Although the approximately 120 map-sheets covering East Timor at 1:25000 may have less GPS ground truth distortion, the 38 map-sheets covering this nation at 1: 50000 are considered to have satisfactory geodetic control and be a more manageable index map series for mining license area monitoring and control. NMRRS is envisioned here as an initial manual system that can easily be adapted to a fully computerized system in future. In any event, it will remain critical to the integrity and transparency of NMRRS to always maintain the publicly accessible hard-copy Registration Book and Map File.
This specified task of the TOR was initially dealt with in the mineral policy presentation given at the June 06/02 National Workshop. The essential attributes of a successful regulatory agency were documented and an idealized organizational structure for GOET mineral sector management was superimposed on an international best practice private sector operation / government regulation functional matrix (Slides 8 through 12, Appendix 3).
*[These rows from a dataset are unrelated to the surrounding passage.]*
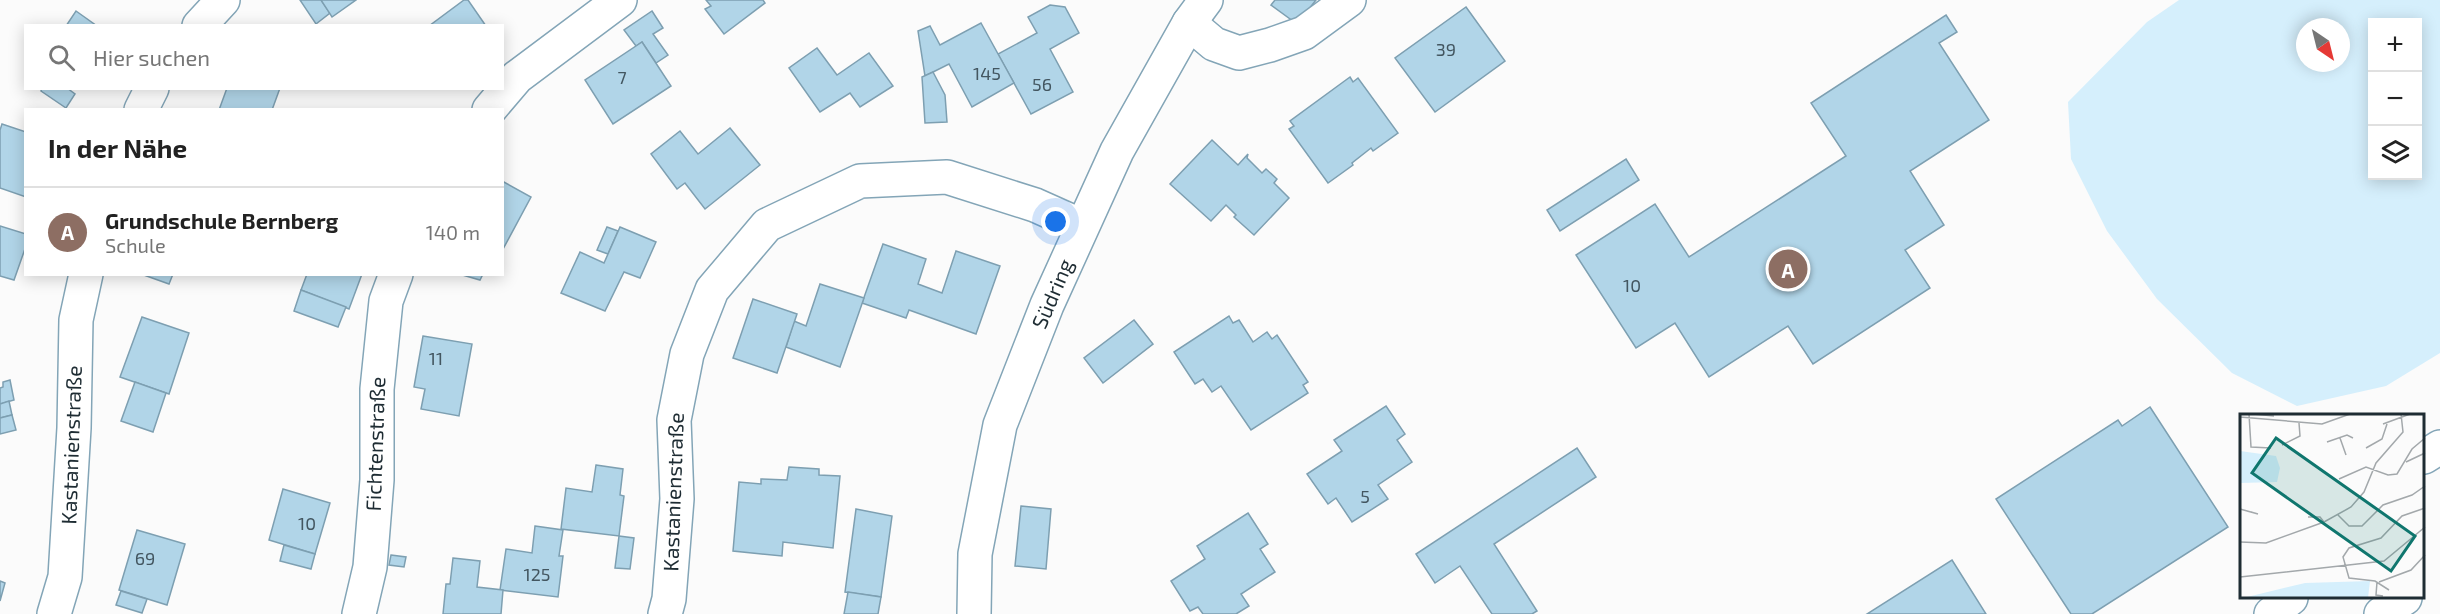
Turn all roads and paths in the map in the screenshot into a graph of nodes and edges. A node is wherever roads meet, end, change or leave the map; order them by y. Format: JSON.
{"nodes":[{"id":1,"x":223,"y":0,"type":"edge"},
{"id":2,"x":620,"y":0,"type":"edge"},
{"id":3,"x":1349,"y":0,"type":"edge"},
{"id":4,"x":1197,"y":11,"type":"edge"},
{"id":5,"x":201,"y":24,"type":"edge"},
{"id":6,"x":151,"y":90,"type":"edge"},
{"id":7,"x":142,"y":108,"type":"edge"},
{"id":8,"x":491,"y":108,"type":"edge"},
{"id":9,"x":1082,"y":226,"type":"junction"},
{"id":10,"x":86,"y":276,"type":"edge"},
{"id":11,"x":395,"y":276,"type":"edge"},
{"id":12,"x":2440,"y":447,"type":"edge"},
{"id":13,"x":2425,"y":456,"type":"edge"},
{"id":14,"x":2289,"y":599,"type":"edge"},
{"id":15,"x":2402,"y":599,"type":"edge"},
{"id":16,"x":54,"y":614,"type":"edge"},
{"id":17,"x":359,"y":614,"type":"edge"},
{"id":18,"x":665,"y":614,"type":"edge"},
{"id":19,"x":974,"y":614,"type":"edge"},
{"id":20,"x":2271,"y":614,"type":"edge"},
{"id":21,"x":2381,"y":614,"type":"edge"}],
"edges":[{"from":1,"to":5,"type":"street"},
{"from":2,"to":8,"type":"street"},
{"from":3,"to":4,"type":"street"},
{"from":4,"to":9,"type":"street","name":"Südring"},
{"from":6,"to":7,"type":"street"},
{"from":9,"to":18,"type":"street","name":"Kastanienstraße"},
{"from":9,"to":19,"type":"street","name":"Südring"},
{"from":10,"to":16,"type":"street","name":"Kastanienstraße"},
{"from":11,"to":17,"type":"street","name":"Fichtenstraße"},
{"from":12,"to":13,"type":"street"},
{"from":14,"to":20,"type":"street"},
{"from":15,"to":21,"type":"street"}]}
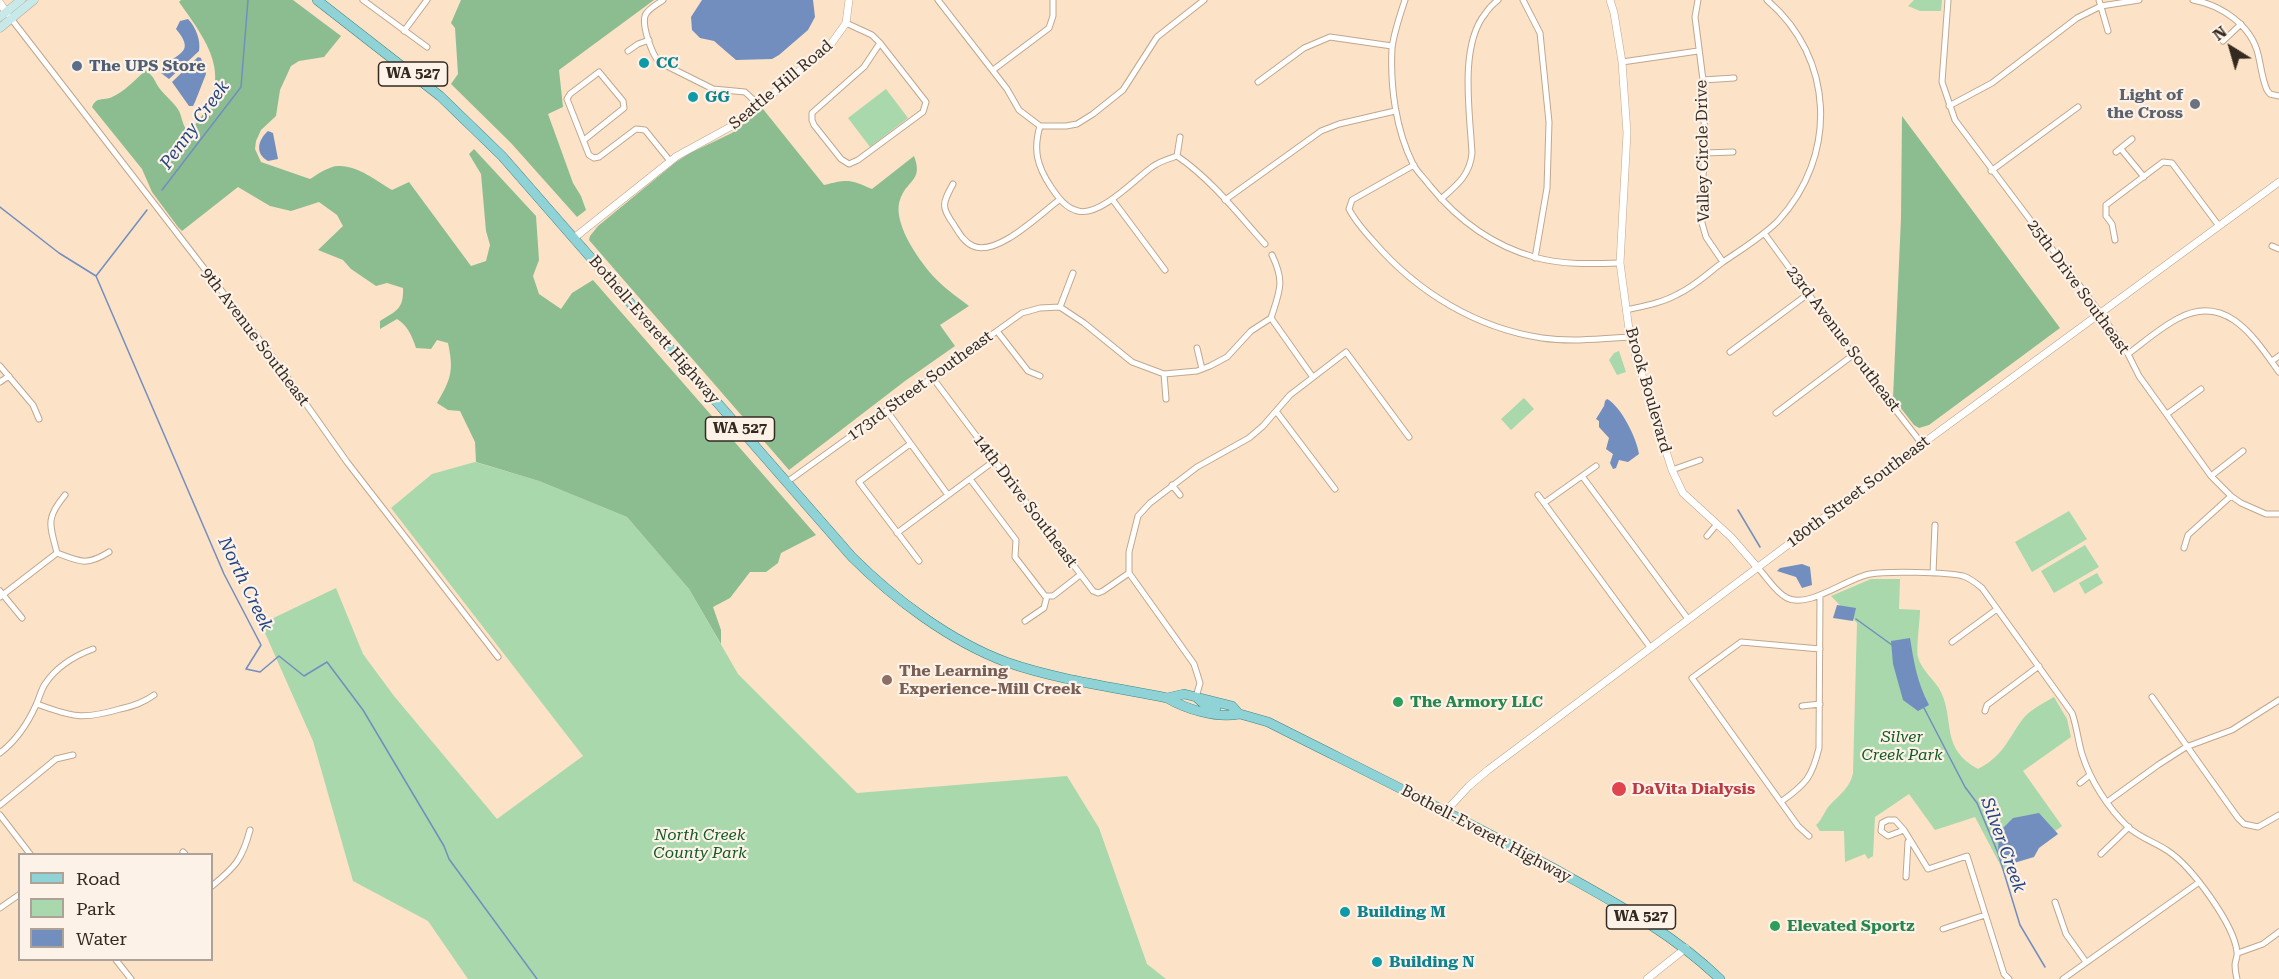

As the Next Steps slide concluding this presentation indicated, the building of such an agency was a long-term goal to be preceded by the short-term drafting of mining and petroleum laws and regulations. Government endorsement and enactment of this legislation would then determine the detailed organizational framework and administrative capabilities best suited to implement and maintain a fully functional “Department of Mines and Energy” in East Timor.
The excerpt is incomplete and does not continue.